*Task objective*.
In this exercise, write out the data word for word and leave every image out.

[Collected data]
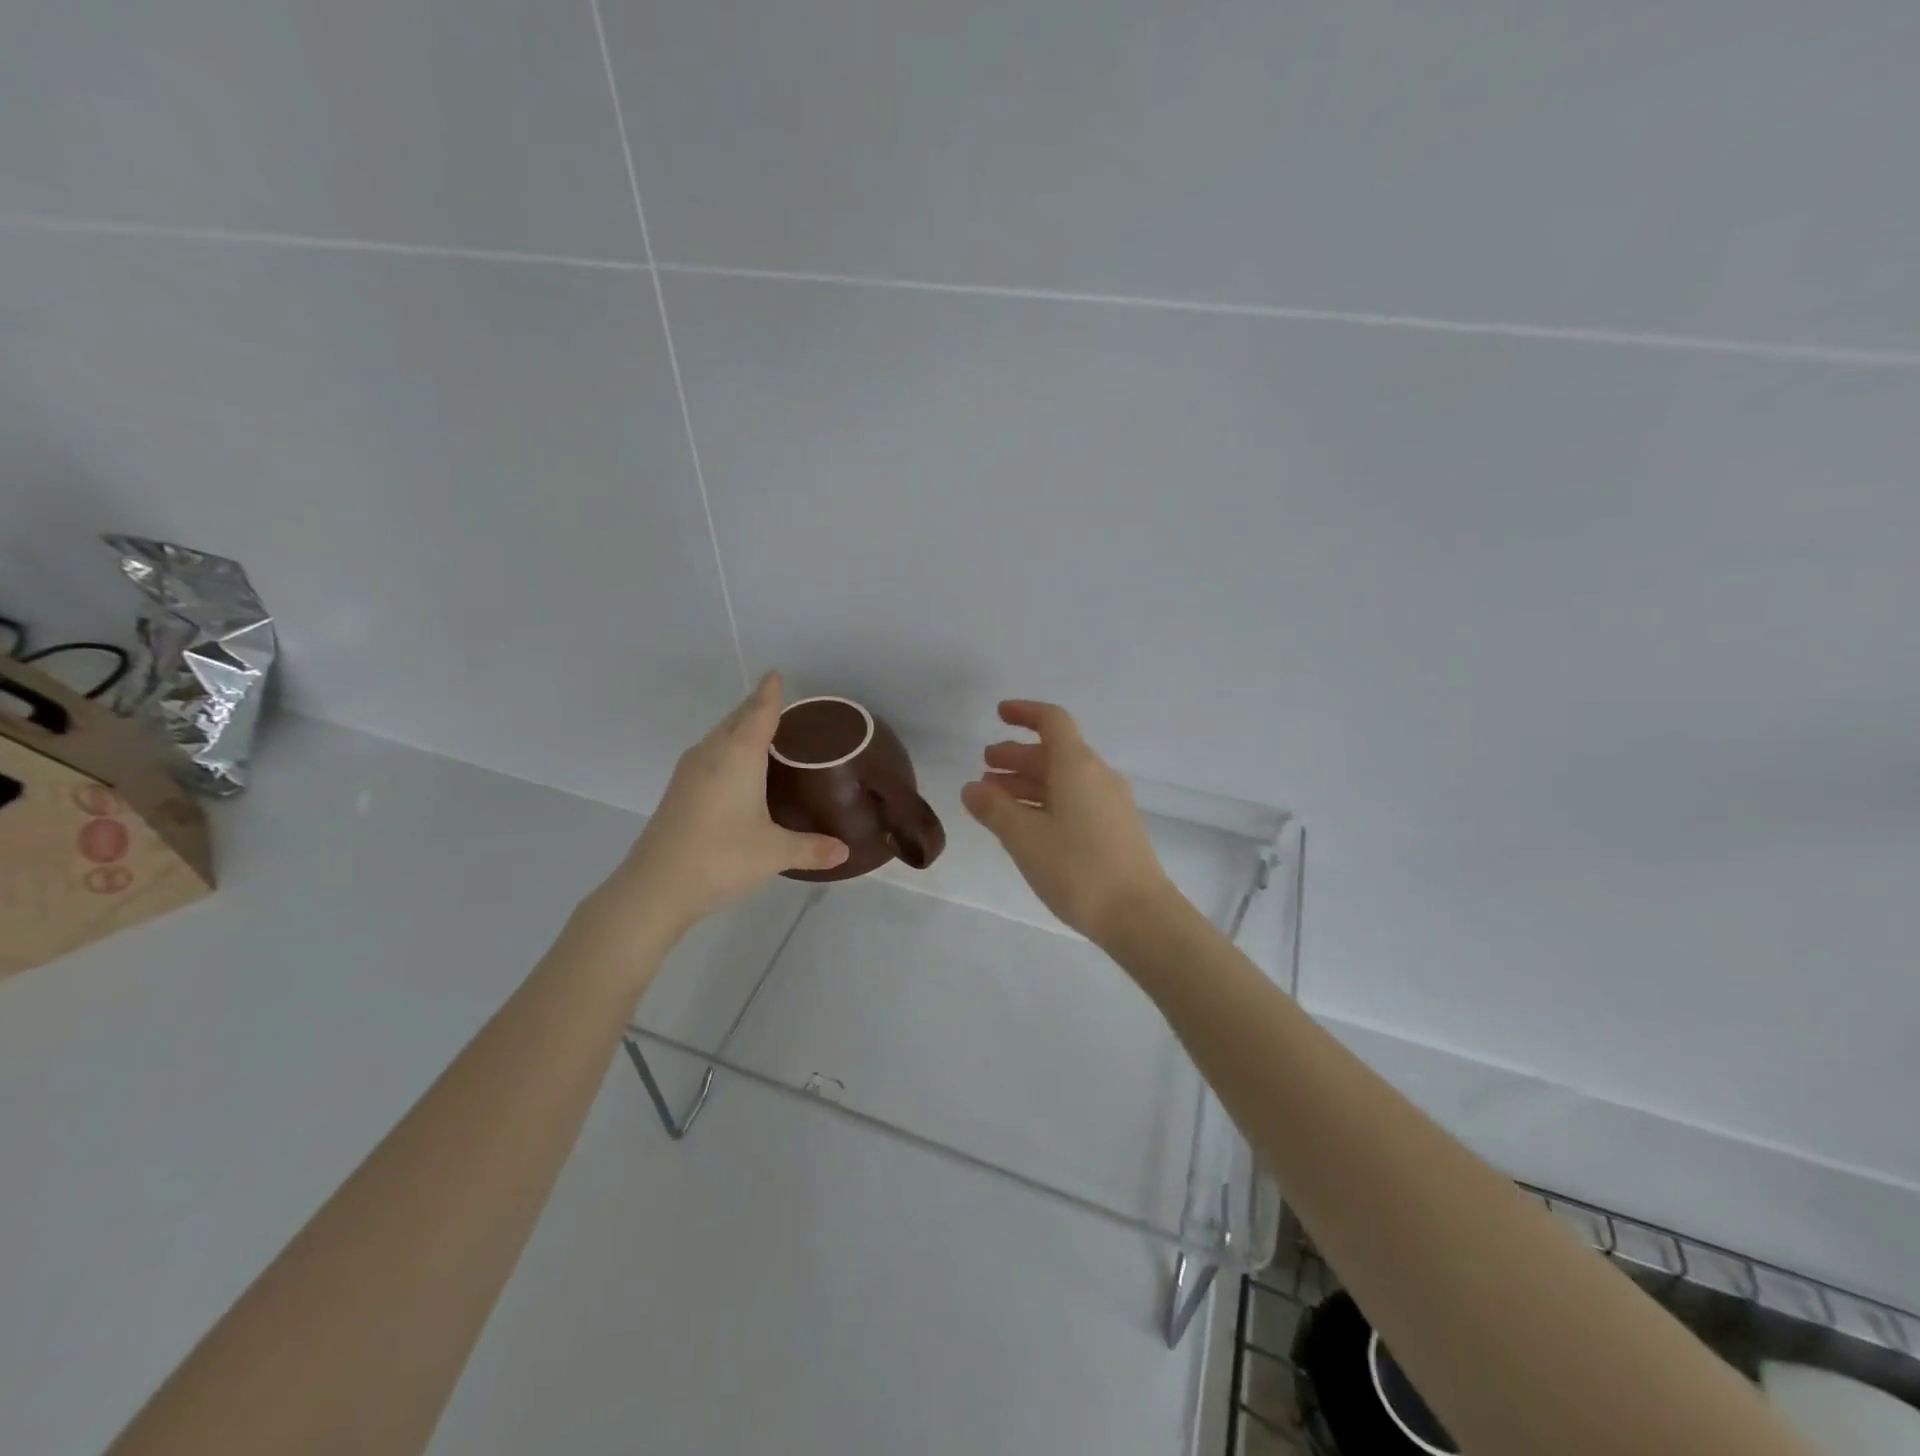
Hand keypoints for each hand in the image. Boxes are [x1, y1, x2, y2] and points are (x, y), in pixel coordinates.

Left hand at [581, 672, 848, 950]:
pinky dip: (727, 750)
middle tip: (780, 705)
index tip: (776, 673)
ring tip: (762, 733)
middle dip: (756, 708)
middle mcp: (711, 754)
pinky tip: (736, 770)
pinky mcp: (678, 791)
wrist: (654, 887)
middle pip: (736, 719)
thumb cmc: (720, 857)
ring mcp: (689, 772)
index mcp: (738, 756)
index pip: (759, 712)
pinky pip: (709, 755)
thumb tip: (844, 851)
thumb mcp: (774, 853)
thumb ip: (811, 848)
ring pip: (719, 737)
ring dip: (739, 729)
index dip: (770, 693)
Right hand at [961, 700, 1174, 945]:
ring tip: (995, 798)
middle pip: (1054, 752)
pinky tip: (1025, 824)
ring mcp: (1110, 803)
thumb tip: (972, 787)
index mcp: (1078, 766)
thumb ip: (994, 809)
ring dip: (1028, 782)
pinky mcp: (1114, 829)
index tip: (998, 714)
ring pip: (1062, 779)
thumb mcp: (1025, 838)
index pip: (1052, 721)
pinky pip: (1073, 800)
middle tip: (984, 766)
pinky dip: (1045, 801)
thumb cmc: (1078, 868)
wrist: (1139, 915)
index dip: (1025, 712)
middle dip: (1017, 755)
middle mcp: (1097, 776)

*Finished exercise*.
Hand keypoints for each hand in the image. Boxes are [x1, y1, x2, y2] and points are (x, y), in pixel coordinates.

Left hand at [581, 672, 848, 950]:
pinky dip: (727, 750)
middle tip: (780, 705)
index tip: (776, 673)
ring tip: (762, 733)
middle dip: (756, 708)
middle mcp: (711, 754)
pinky tip: (736, 770)
pinky mcp: (678, 791)
wrist: (654, 887)
middle pip: (736, 719)
thumb cmc: (720, 857)
ring mcp: (689, 772)
index mcp: (738, 756)
index pip: (759, 712)
pinky pip: (709, 755)
thumb tip: (844, 851)
thumb mcp: (774, 853)
thumb ip: (811, 848)
ring pip: (719, 737)
ring dip: (739, 729)
index dip: (770, 693)
Right hand at [961, 700, 1174, 945]:
ring tip: (995, 798)
middle pip: (1054, 752)
pinky tip: (1025, 824)
ring mcp: (1110, 803)
thumb tip: (972, 787)
index mcp: (1078, 766)
thumb ip: (994, 809)
ring dip: (1028, 782)
pinky mcp: (1114, 829)
index tip: (998, 714)
ring pip: (1062, 779)
thumb mcp: (1025, 838)
index pip: (1052, 721)
pinky pip: (1073, 800)
middle tip: (984, 766)
pinky dip: (1045, 801)
thumb cmc: (1078, 868)
wrist: (1139, 915)
index dip: (1025, 712)
middle dip: (1017, 755)
middle mcp: (1097, 776)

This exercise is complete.